Lowden (according to
Darkbloom, "a portmanteau name combining two contemporary
bards") confuses two Tamaras. But he also seems to confuse two Demons!
For Demon (1823) is a "short poem treating of the spirit of
cynicism and negation" by Pushkin. In a letter of Sept. 10, 1824, to
Pushkin Delvig says that most readers will not understand the beauty of
Proserpina and Demon and asks Pushkin (whom Delvig addresses
"your Parnassian majesty;" cf. Monparnasse [sic], Mlle Larivière's penname) to
send for his magazine Severnye tsvety (Northern
Flowers) a score of verses from Eugene Onegin:
Есть ещё у меня
не просьба, но только спрос: не вздумаешь ли ты дать мне стихов двадцать из
Евгения Онегина?
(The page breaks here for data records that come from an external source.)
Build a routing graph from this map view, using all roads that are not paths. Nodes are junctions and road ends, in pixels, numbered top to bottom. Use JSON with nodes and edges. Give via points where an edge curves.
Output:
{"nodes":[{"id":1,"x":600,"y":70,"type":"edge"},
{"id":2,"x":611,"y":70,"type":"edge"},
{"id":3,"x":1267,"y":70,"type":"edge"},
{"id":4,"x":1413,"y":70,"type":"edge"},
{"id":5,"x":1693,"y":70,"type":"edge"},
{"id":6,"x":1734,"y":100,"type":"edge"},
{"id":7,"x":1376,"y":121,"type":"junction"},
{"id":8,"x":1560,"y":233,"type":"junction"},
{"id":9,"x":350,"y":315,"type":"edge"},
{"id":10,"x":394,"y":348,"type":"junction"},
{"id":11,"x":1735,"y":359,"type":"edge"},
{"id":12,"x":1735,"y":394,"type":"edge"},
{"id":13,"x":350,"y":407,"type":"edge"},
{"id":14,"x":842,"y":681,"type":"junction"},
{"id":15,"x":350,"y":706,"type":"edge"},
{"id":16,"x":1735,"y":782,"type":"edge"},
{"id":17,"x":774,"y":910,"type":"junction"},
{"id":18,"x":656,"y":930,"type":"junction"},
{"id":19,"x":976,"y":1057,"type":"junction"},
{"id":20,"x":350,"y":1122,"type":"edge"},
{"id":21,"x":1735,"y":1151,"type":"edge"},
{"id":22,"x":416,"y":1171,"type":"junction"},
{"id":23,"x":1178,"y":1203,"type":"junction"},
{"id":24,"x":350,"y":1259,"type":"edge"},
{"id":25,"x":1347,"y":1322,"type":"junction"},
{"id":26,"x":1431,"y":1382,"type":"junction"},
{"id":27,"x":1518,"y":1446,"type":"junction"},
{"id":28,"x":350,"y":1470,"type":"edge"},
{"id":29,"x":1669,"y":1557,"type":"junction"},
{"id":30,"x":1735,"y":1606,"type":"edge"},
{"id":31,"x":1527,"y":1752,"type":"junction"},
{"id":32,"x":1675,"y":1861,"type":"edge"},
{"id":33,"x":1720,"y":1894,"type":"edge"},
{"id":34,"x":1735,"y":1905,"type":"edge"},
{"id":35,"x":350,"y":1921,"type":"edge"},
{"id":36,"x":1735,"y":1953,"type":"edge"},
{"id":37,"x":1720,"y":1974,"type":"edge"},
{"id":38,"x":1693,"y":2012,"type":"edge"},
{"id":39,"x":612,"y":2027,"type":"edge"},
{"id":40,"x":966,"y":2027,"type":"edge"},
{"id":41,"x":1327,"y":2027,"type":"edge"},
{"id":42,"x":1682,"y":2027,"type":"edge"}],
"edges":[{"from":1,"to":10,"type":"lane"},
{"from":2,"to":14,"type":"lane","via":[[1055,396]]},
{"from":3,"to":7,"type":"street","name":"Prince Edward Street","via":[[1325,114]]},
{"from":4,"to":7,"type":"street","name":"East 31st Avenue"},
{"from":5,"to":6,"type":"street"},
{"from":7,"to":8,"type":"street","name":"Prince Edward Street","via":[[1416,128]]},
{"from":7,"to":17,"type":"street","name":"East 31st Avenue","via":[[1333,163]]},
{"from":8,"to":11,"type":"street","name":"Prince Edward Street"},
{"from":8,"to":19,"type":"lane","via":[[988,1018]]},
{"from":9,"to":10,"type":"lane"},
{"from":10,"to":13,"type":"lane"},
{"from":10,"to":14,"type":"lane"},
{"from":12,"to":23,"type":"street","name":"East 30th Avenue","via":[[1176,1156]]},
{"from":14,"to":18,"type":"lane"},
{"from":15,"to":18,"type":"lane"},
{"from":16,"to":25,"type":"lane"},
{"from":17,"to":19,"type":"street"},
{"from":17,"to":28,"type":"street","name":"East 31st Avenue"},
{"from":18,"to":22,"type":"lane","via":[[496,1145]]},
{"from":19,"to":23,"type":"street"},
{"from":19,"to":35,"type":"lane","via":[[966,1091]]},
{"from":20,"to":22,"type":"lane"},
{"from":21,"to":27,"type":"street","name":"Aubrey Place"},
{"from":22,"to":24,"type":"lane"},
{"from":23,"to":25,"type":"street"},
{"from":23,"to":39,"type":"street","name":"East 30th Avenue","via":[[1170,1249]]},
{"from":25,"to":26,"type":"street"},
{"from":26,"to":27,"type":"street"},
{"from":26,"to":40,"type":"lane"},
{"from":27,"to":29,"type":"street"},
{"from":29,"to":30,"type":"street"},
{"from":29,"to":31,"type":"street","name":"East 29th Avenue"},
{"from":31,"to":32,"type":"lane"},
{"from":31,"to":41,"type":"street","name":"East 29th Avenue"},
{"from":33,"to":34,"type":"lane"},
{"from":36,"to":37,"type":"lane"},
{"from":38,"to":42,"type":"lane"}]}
Это хорошо бы было для толпы, которая не поймёт всей красоты
твоей Прозерпины или Демона, а уж про Онегина давно горло дерёт. Подумайте, ваше
Парнасское величество!
According to Delvig,
Pushkin's poem Proserpina (1824) is pure music: a bird
of paradise's singing that one can hear for a thousand years without
noticing the passage of time:
Прозерпина не
стихи, а музыка: это пенье райской птички, которое слушая, не увидешь, как
пройдёт тысяча лет. Эти двери давно мне знакомы. Сквозь них, ещё в Лицее,
меня [иногда] часто выталкивали из Элизея. Какая искустная щеголиха у тебя
истина. Подобных цветов мороз не тронет!
"What a smart dashing lady is
istina (truth) in your poems. Such flowers will be spared by the
frost!"
A line in
Proserpina, Ada gordaya tsaritsa ("the proud queen of Hades"),
can be read as "proud Queen Ada."
By a marvelous
coincidence, Delvig (1798-1830) died on the anniversary of the death of the
fictional Lenski (who is compared to him here on the eve of a fatal duel); and
the wake commemorating Delvig's death was held by his friends (Pushkin,
Vyazemski, Baratynski, and Yazykov) in a Moscow restaurant, on Jan. 27, 1831,
exactly six years before Pushkin's fatal duel.
It was
Delvig who quipped that the nearer to heaven, the colder one's verses get (as
reported by Pushkin in a MS note)... (EO Commentary, vol. III, p.
23)
Van's and Ada's father, Demon
Veen dies in an airplane disaster above the Pacific. (3.7)
Tamara + istina
+ venets + krylo + tail/lait + Vera = Marina + aktrisa + tsvety + Lolita +
Venera/Erevan
istina
- truth; in Blok's Incognita (1906) the
drunks s glazami krolikov (with the eyes of rabbits) cry
out: "istina v vine (in vino veritas)!" In EO (Six: XX: 12-14)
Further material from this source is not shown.